Les écrivains, la langue française et l’idée de nation (1870-1940)

Publié le par Marc Escola (Source : Stéphanie Bertrand)

Du style des idées (II) :

les écrivains, la langue française et l’idée de nation (1870-1940)

Stéphanie Bertrand, Jean-Michel Wittmann

Université de Lorraine – 27-28 juin 2019

 

Dans le cadre des réflexions menées par l’axe 3 du Centre Écritures (EA 3943) sur la construction des identités collectives et les phénomènes de « constructions mémorielles et [de] sacralisation » (COMES), le projet intitulé Du style des idées : nation(alisme) et littérature (1870-1940)  propose de réfléchir à la manière dont, en littérature, dans un contexte marqué par l’affirmation du nationalisme, l’imaginaire de la langue, voire du style, contribue à forger ou à remettre en question l’identité nationale française.

La défaite française de 1870 face à la Prusse et l’annexion de l’Alsace-Moselle ont érigé les réflexions linguistiques au statut de préoccupations nationales, voire nationalistes. Contre Renan, qui estimait qu’« [u]ne nation n’est pas constituée par le fait qu’on parle une même langue[1] », les idéologies nationalistes, à la suite de Barrès notamment, se sont attachées à construire, au contraire, une équivalence entre nation et langue françaises, en particulier sous le signe de la « clarté[2] » et de la « pureté ». Le « classicisme », véritable « mythologie politique » de l’époque, repose alors sur le principe que « le français classique revêt à la fois un caractère éminemment national et des vertus universelles[3][…]. ».

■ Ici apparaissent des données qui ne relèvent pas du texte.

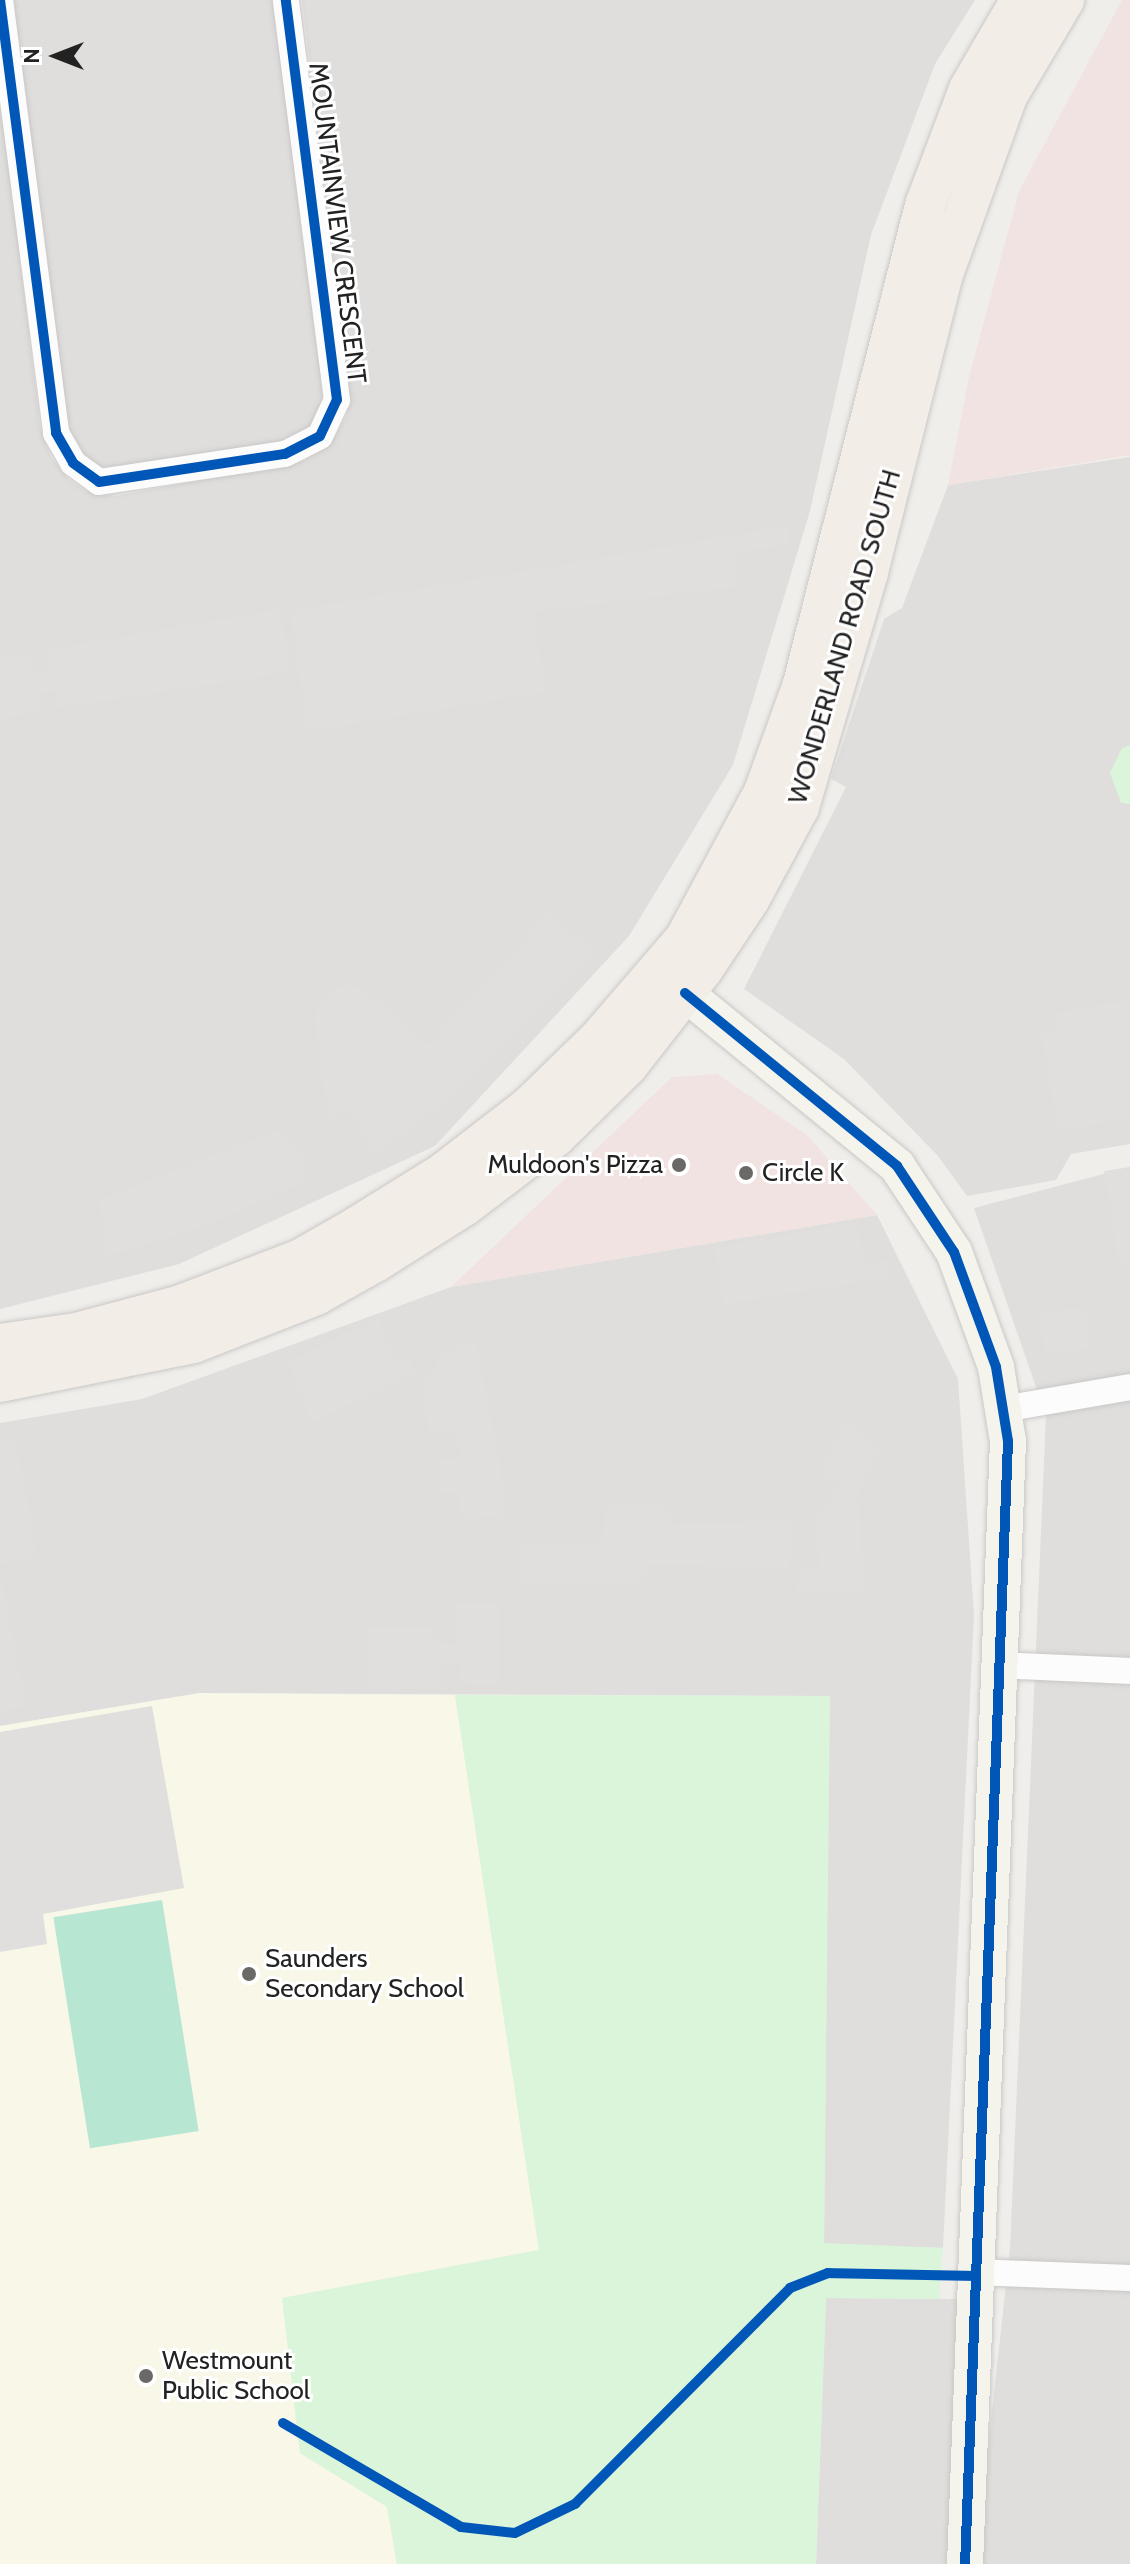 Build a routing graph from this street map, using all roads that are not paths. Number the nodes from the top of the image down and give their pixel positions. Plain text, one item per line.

Un premier colloque, organisé à l’Université du Luxembourg les 28 et 29 juin 2018, s’est ainsi interrogé sur l’existence d’un « style nationaliste » dans un corpus littéraire regroupant des écrivains relevant du « nationalisme fermé[4] » (Maurice Barrès et Charles Maurras, auxquels une certaine postérité a souvent ajouté Charles Péguy), mais aussi des romanciers dont l’œuvre reflète des idées et des valeurs proches du nationalisme (tels Paul Bourget, René Bazin et Henry Bordeaux), ou encore des essayistes et pamphlétaires (comme Paul Déroulède et Édouard Drumont), sans oublier la prose des critiques et les revues proches du nationalisme. Une étude du style, de la poétique et/ou de l’imaginaire stylistique a ainsi pu montrer la permanence d’un certain nombre de principes d’écriture, et la portée idéologique de ceux-ci, tout en mettant en évidence les limites de la cohérence de ces imaginaires stylistiques, perceptibles par exemple dans le décalage récurrent entre recommandations théoriques et pratique littéraire, ou dans la prépondérance d’une conception individuelle du style, voire d’une stratégie littéraire propre.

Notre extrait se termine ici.